ACTIVITY:
Your task is to print every entry below exactly as given.

(Stored data)
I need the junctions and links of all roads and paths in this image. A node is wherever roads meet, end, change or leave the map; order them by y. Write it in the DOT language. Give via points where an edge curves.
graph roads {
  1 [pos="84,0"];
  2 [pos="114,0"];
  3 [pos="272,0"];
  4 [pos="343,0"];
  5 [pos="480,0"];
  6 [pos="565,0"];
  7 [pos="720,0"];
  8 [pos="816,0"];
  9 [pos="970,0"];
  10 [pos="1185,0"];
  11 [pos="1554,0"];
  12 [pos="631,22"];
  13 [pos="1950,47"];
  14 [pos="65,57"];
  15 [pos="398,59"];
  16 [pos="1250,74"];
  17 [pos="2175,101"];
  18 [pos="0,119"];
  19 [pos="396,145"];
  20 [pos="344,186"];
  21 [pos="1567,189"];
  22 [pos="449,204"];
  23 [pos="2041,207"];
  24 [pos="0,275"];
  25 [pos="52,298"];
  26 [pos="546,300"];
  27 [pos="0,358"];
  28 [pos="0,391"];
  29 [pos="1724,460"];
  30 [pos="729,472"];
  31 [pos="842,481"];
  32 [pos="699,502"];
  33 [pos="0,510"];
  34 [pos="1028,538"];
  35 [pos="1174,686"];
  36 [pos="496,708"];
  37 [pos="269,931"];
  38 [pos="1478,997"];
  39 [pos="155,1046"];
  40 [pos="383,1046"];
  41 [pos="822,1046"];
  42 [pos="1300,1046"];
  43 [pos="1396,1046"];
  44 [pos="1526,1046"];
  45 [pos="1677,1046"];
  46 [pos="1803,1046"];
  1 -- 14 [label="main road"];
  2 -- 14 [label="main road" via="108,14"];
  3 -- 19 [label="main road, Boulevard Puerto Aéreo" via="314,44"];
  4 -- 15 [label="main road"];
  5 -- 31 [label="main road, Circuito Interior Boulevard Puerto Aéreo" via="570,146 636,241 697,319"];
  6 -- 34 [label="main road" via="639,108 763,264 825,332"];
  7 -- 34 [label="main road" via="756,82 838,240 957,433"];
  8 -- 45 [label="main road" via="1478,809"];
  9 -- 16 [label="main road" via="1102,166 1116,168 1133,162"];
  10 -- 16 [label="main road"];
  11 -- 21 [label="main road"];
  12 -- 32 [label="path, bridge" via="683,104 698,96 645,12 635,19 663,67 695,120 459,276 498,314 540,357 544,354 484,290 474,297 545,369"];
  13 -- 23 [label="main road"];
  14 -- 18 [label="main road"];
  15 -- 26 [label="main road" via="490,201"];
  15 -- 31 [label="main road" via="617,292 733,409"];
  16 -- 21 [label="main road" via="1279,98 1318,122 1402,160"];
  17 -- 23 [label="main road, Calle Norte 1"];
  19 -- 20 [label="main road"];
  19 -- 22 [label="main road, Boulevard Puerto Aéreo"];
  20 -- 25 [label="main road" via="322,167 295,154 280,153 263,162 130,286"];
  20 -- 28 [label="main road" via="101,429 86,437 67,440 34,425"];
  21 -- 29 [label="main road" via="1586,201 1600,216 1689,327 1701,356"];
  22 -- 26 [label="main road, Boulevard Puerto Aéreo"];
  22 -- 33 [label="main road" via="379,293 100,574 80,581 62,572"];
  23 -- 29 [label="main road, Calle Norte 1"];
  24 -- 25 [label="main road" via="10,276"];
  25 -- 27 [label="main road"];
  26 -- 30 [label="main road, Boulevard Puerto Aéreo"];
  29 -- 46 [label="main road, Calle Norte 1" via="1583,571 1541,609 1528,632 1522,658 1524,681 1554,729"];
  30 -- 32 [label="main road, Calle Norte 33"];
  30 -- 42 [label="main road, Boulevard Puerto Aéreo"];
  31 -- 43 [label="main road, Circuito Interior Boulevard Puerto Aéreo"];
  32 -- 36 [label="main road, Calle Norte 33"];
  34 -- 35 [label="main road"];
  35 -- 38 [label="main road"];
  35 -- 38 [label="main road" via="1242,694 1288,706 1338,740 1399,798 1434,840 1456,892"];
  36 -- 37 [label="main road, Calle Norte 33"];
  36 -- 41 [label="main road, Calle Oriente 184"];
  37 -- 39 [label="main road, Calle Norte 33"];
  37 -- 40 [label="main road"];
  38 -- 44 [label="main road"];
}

SOLUTION FOR THIS TASK:
I need the junctions and links of all roads and paths in this image. A node is wherever roads meet, end, change or leave the map; order them by y. Write it in the DOT language. Give via points where an edge curves.
graph roads {
  1 [pos="84,0"];
  2 [pos="114,0"];
  3 [pos="272,0"];
  4 [pos="343,0"];
  5 [pos="480,0"];
  6 [pos="565,0"];
  7 [pos="720,0"];
  8 [pos="816,0"];
  9 [pos="970,0"];
  10 [pos="1185,0"];
  11 [pos="1554,0"];
  12 [pos="631,22"];
  13 [pos="1950,47"];
  14 [pos="65,57"];
  15 [pos="398,59"];
  16 [pos="1250,74"];
  17 [pos="2175,101"];
  18 [pos="0,119"];
  19 [pos="396,145"];
  20 [pos="344,186"];
  21 [pos="1567,189"];
  22 [pos="449,204"];
  23 [pos="2041,207"];
  24 [pos="0,275"];
  25 [pos="52,298"];
  26 [pos="546,300"];
  27 [pos="0,358"];
  28 [pos="0,391"];
  29 [pos="1724,460"];
  30 [pos="729,472"];
  31 [pos="842,481"];
  32 [pos="699,502"];
  33 [pos="0,510"];
  34 [pos="1028,538"];
  35 [pos="1174,686"];
  36 [pos="496,708"];
  37 [pos="269,931"];
  38 [pos="1478,997"];
  39 [pos="155,1046"];
  40 [pos="383,1046"];
  41 [pos="822,1046"];
  42 [pos="1300,1046"];
  43 [pos="1396,1046"];
  44 [pos="1526,1046"];
  45 [pos="1677,1046"];
  46 [pos="1803,1046"];
  1 -- 14 [label="main road"];
  2 -- 14 [label="main road" via="108,14"];
  3 -- 19 [label="main road, Boulevard Puerto Aéreo" via="314,44"];
  4 -- 15 [label="main road"];
  5 -- 31 [label="main road, Circuito Interior Boulevard Puerto Aéreo" via="570,146 636,241 697,319"];
  6 -- 34 [label="main road" via="639,108 763,264 825,332"];
  7 -- 34 [label="main road" via="756,82 838,240 957,433"];
  8 -- 45 [label="main road" via="1478,809"];
  9 -- 16 [label="main road" via="1102,166 1116,168 1133,162"];
  10 -- 16 [label="main road"];
  11 -- 21 [label="main road"];
  12 -- 32 [label="path, bridge" via="683,104 698,96 645,12 635,19 663,67 695,120 459,276 498,314 540,357 544,354 484,290 474,297 545,369"];
  13 -- 23 [label="main road"];
  14 -- 18 [label="main road"];
  15 -- 26 [label="main road" via="490,201"];
  15 -- 31 [label="main road" via="617,292 733,409"];
  16 -- 21 [label="main road" via="1279,98 1318,122 1402,160"];
  17 -- 23 [label="main road, Calle Norte 1"];
  19 -- 20 [label="main road"];
  19 -- 22 [label="main road, Boulevard Puerto Aéreo"];
  20 -- 25 [label="main road" via="322,167 295,154 280,153 263,162 130,286"];
  20 -- 28 [label="main road" via="101,429 86,437 67,440 34,425"];
  21 -- 29 [label="main road" via="1586,201 1600,216 1689,327 1701,356"];
  22 -- 26 [label="main road, Boulevard Puerto Aéreo"];
  22 -- 33 [label="main road" via="379,293 100,574 80,581 62,572"];
  23 -- 29 [label="main road, Calle Norte 1"];
  24 -- 25 [label="main road" via="10,276"];
  25 -- 27 [label="main road"];
  26 -- 30 [label="main road, Boulevard Puerto Aéreo"];
  29 -- 46 [label="main road, Calle Norte 1" via="1583,571 1541,609 1528,632 1522,658 1524,681 1554,729"];
  30 -- 32 [label="main road, Calle Norte 33"];
  30 -- 42 [label="main road, Boulevard Puerto Aéreo"];
  31 -- 43 [label="main road, Circuito Interior Boulevard Puerto Aéreo"];
  32 -- 36 [label="main road, Calle Norte 33"];
  34 -- 35 [label="main road"];
  35 -- 38 [label="main road"];
  35 -- 38 [label="main road" via="1242,694 1288,706 1338,740 1399,798 1434,840 1456,892"];
  36 -- 37 [label="main road, Calle Norte 33"];
  36 -- 41 [label="main road, Calle Oriente 184"];
  37 -- 39 [label="main road, Calle Norte 33"];
  37 -- 40 [label="main road"];
  38 -- 44 [label="main road"];
}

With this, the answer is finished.